== Data for this task ==

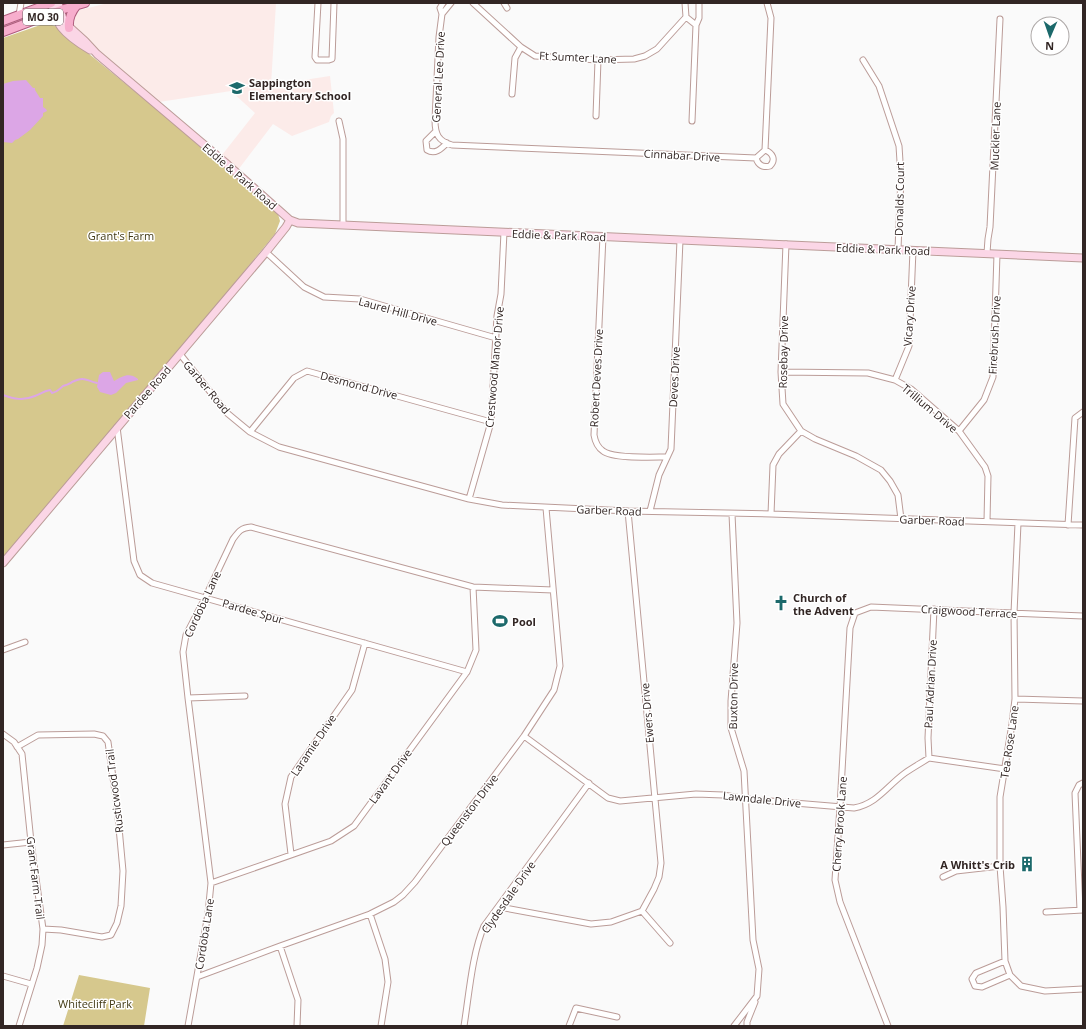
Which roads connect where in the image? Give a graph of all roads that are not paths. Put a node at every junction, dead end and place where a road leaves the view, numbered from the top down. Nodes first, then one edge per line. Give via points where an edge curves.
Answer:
1 (20, 3) edge
2 (51, 3) edge
3 (318, 3) edge
4 (334, 3) edge
5 (443, 3) edge
6 (451, 3) edge
7 (473, 3) edge
8 (685, 3) edge
9 (699, 3) edge
10 (767, 3) edge
11 (81, 4) edge
12 (57, 9) edge
13 (442, 14) junction
14 (19, 15) junction
15 (686, 17) junction
16 (1000, 19) dead end
17 (3, 21) edge
18 (696, 25) junction
19 (69, 28) junction
20 (3, 32) edge
21 (521, 48) junction
22 (97, 54) junction
23 (598, 60) junction
24 (863, 60) dead end
25 (512, 94) dead end
26 (596, 116) dead end
27 (339, 121) dead end
28 (692, 121) dead end
29 (435, 132) junction
30 (447, 144) junction
31 (765, 150) junction
32 (756, 158) junction
33 (290, 220) junction
34 (343, 225) junction
35 (504, 232) junction
36 (603, 236) junction
37 (680, 240) junction
38 (786, 244) junction
39 (898, 249) junction
40 (914, 250) junction
41 (266, 252) junction
42 (987, 254) junction
43 (997, 254) junction
44 (1083, 258) edge
45 (496, 338) junction
46 (180, 354) junction
47 (781, 372) junction
48 (895, 380) junction
49 (1083, 412) edge
50 (492, 422) junction
51 (117, 427) junction
52 (959, 431) junction
53 (250, 432) junction
54 (801, 432) junction
55 (667, 457) junction
56 (469, 499) junction
57 (546, 508) junction
58 (650, 511) junction
59 (628, 512) junction
60 (732, 514) junction
61 (771, 514) junction
62 (901, 519) junction
63 (987, 521) junction
64 (1018, 523) junction
65 (1068, 525) junction
66 (1083, 525) edge
67 (3, 563) edge
68 (473, 587) junction
69 (553, 590) junction
70 (205, 598) junction
71 (934, 609) junction
72 (856, 613) joint
73 (1014, 613) junction
74 (1083, 616) edge
75 (25, 642) dead end
76 (365, 643) junction
77 (3, 650) edge
78 (467, 672) junction
79 (244, 696) dead end
80 (188, 698) junction
81 (1015, 699) junction
82 (1083, 701) edge
83 (3, 734) edge
84 (524, 736) junction
85 (17, 746) junction
86 (929, 758) junction
87 (1005, 769) junction
88 (589, 783) junction
89 (1083, 783) edge
90 (654, 798) junction
91 (747, 799) junction
92 (840, 807) junction
93 (31, 842) junction
94 (3, 845) edge
95 (291, 854) junction
96 (1000, 866) junction
97 (943, 878) dead end
98 (211, 883) junction
99 (499, 907) junction
100 (1081, 910) edge
101 (642, 911) junction
102 (1046, 912) dead end
103 (370, 914) junction
104 (43, 929) junction
105 (670, 943) dead end
106 (280, 946) junction
107 (1005, 961) junction
108 (1010, 975) junction
109 (3, 976) edge
110 (197, 977) junction
111 (31, 984) junction
112 (1083, 989) edge
113 (757, 996) junction
114 (617, 1017) dead end
115 (19, 1026) edge
116 (188, 1026) edge
117 (297, 1026) edge
118 (381, 1026) edge
119 (464, 1026) edge
120 (569, 1026) edge
121 (734, 1026) edge
122 (747, 1026) edge
123 (888, 1026) edge

1 - 14 street
2 - 12 street, Eddie & Park Road
2 - 14 main road, MO 30
3 - 4 street via 315,57 320,61 332,59
5 - 13 street, General Lee Drive via 440,8
6 - 13 street, General Lee Drive
7 - 21 street, Ft Sumter Lane
8 - 15 street
9 - 18 street via 699,18
10 - 31 street via 771,18
11 - 12 main road, MO 30
11 - 19 main road via 73,10
12 - 19 street, Eddie & Park Road
12 - 20 main road, MO 30
12 - 22 street, Eddie & Park Road via 61,27
13 - 29 street, General Lee Drive via 438,37
14 - 17 main road, MO 30
15 - 18 street
15 - 23 street, Ft Sumter Lane via 657,49 645,56 634,59
16 - 42 street, Muckler Lane
18 - 28 street
19 - 22 street, Eddie & Park Road
21 - 23 street, Ft Sumter Lane via 535,56
21 - 25 street via 515,58
22 - 33 street, Eddie & Park Road
23 - 26 street
24 - 39 street, Donalds Court via 879,86 899,146 901,177
27 - 34 street via 343,139
29 - 30 street, General Lee Drive
29 - 30 street, Cinnabar Drive via 426,141 427,150 435,152
30 - 32 street, Cinnabar Drive
31 - 32 street
31 - 32 street via 771,152 774,157 770,166 763,167
33 - 34 street, Eddie & Park Road via 298,223
33 - 41 street, Pardee Road
34 - 35 street, Eddie & Park Road
35 - 36 street, Eddie & Park Road
35 - 45 street, Crestwood Manor Drive
36 - 37 street, Eddie & Park Road
36 - 55 street, Robert Deves Drive via 594,435 596,444 612,455
37 - 38 street, Eddie & Park Road
37 - 55 street, Deves Drive via 671,449
38 - 39 street, Eddie & Park Road
38 - 47 street, Rosebay Drive
39 - 40 street, Eddie & Park Road
40 - 42 street, Eddie & Park Road
40 - 48 street, Vicary Drive via 909,346
41 - 45 street, Laurel Hill Drive via 304,287 324,297 360,299
41 - 46 street, Pardee Road
42 - 43 street, Eddie & Park Road
43 - 44 street, Eddie & Park Road
43 - 52 street, Firebrush Drive via 993,377 984,400
45 - 50 street, Crestwood Manor Drive
46 - 51 street, Pardee Road
46 - 53 street, Garber Road via 227,412
47 - 48 street, Trillium Drive via 868,373
47 - 54 street, Rosebay Drive via 783,404
48 - 52 street, Trillium Drive via 911,389
49 - 65 street via 1075,418
50 - 53 street, Desmond Drive via 307,371 294,378
50 - 56 street, Crestwood Manor Drive
51 - 67 street, Pardee Road
51 - 70 street, Pardee Spur via 134,560 140,575 152,583
52 - 63 street, Trillium Drive via 985,466 988,476
53 - 56 street, Garber Road via 279,447
54 - 61 street via 779,454 773,465
54 - 62 street, Rosebay Drive via 881,470 898,495
55 - 58 street, Deves Drive via 659,475
56 - 57 street, Garber Road via 502,505
57 - 59 street, Garber Road
57 - 69 street, Queenston Drive
58 - 59 street, Garber Road
58 - 60 street, Garber Road
59 - 90 street, Ewers Drive
60 - 61 street, Garber Road
60 - 91 street, Buxton Drive via 737,623 731,728 744,771
61 - 62 street, Garber Road
62 - 63 street, Garber Road
63 - 64 street, Garber Road
64 - 65 street, Garber Road
64 - 73 street, Tea Rose Lane
65 - 66 street, Garber Road
68 - 69 street, Cordoba Lane
68 - 70 street, Cordoba Lane via 252,526 242,528 233,539
68 - 78 street, Lavant Drive via 476,650
69 - 84 street, Queenston Drive via 560,666 554,690
70 - 76 street, Pardee Spur
70 - 80 street, Cordoba Lane via 186,635 183,652
71 - 72 street, Craigwood Terrace via 871,607
71 - 73 street, Craigwood Terrace
71 - 86 street, Paul Adrian Drive
72 - 92 street, Cherry Brook Lane via 850,628
73 - 74 street, Craigwood Terrace
73 - 81 street, Tea Rose Lane
75 - 77 street
76 - 78 street, Pardee Spur
76 - 95 street, Laramie Drive via 352,690 291,777 285,804
78 - 95 street, Lavant Drive via 354,826 331,840
79 - 80 street
80 - 98 street, Cordoba Lane
81 - 82 street
81 - 87 street, Tea Rose Lane
83 - 85 street
84 - 88 street, Lawndale Drive
84 - 103 street, Queenston Drive via 415,882 394,902
85 - 93 street, Grant Farm Trail via 22,754
85 - 104 street, Rusticwood Trail via 38,734 94,734 103,736 108,742 123,871 117,924 111,935 102,937
86 - 87 street
86 - 92 street, Lawndale Drive via 904,773 871,803 854,808
87 - 96 street, Tea Rose Lane via 1000,797
88 - 90 street, Lawndale Drive via 614,800
88 - 99 street, Clydesdale Drive
89 - 100 street via 1079,784 1075,794
90 - 91 street, Lawndale Drive via 696,794
90 - 101 street, Ewers Drive via 661,863 659,877
91 - 92 street, Lawndale Drive
91 - 113 street, Buxton Drive via 753,940 759,969
92 - 123 street, Cherry Brook Lane via 835,880 840,902
93 - 94 street
93 - 104 street, Grant Farm Trail
95 - 98 street, Lavant Drive
96 - 97 street via 956,871
96 - 107 street, Tea Rose Lane
98 - 110 street, Cordoba Lane
99 - 101 street via 591,924 611,922
99 - 119 street, Clydesdale Drive via 484,926 480,937
100 - 102 street
101 - 105 street
103 - 106 street, Queenston Drive
103 - 118 street via 385,960 388,982
104 - 111 street, Grant Farm Trail via 42,945
106 - 110 street, Queenston Drive
106 - 117 street via 298,1000
107 - 108 street, Tea Rose Lane
107 - 108 street via 976,972 972,980 975,986 982,987
108 - 112 street via 1021,986 1046,991
109 - 111 street
110 - 116 street, Cordoba Lane
111 - 115 street, Grant Farm Trail
113 - 121 street
113 - 122 street, Buxton Drive
114 - 120 street via 576,1008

===

◆ **Your assignment**
What are the lines above that hold the string "Queenston"? Copy them.

◆ **Finished task**
57 - 69 street, Queenston Drive
69 - 84 street, Queenston Drive via 560,666 554,690
84 - 103 street, Queenston Drive via 415,882 394,902
103 - 106 street, Queenston Drive
106 - 110 street, Queenston Drive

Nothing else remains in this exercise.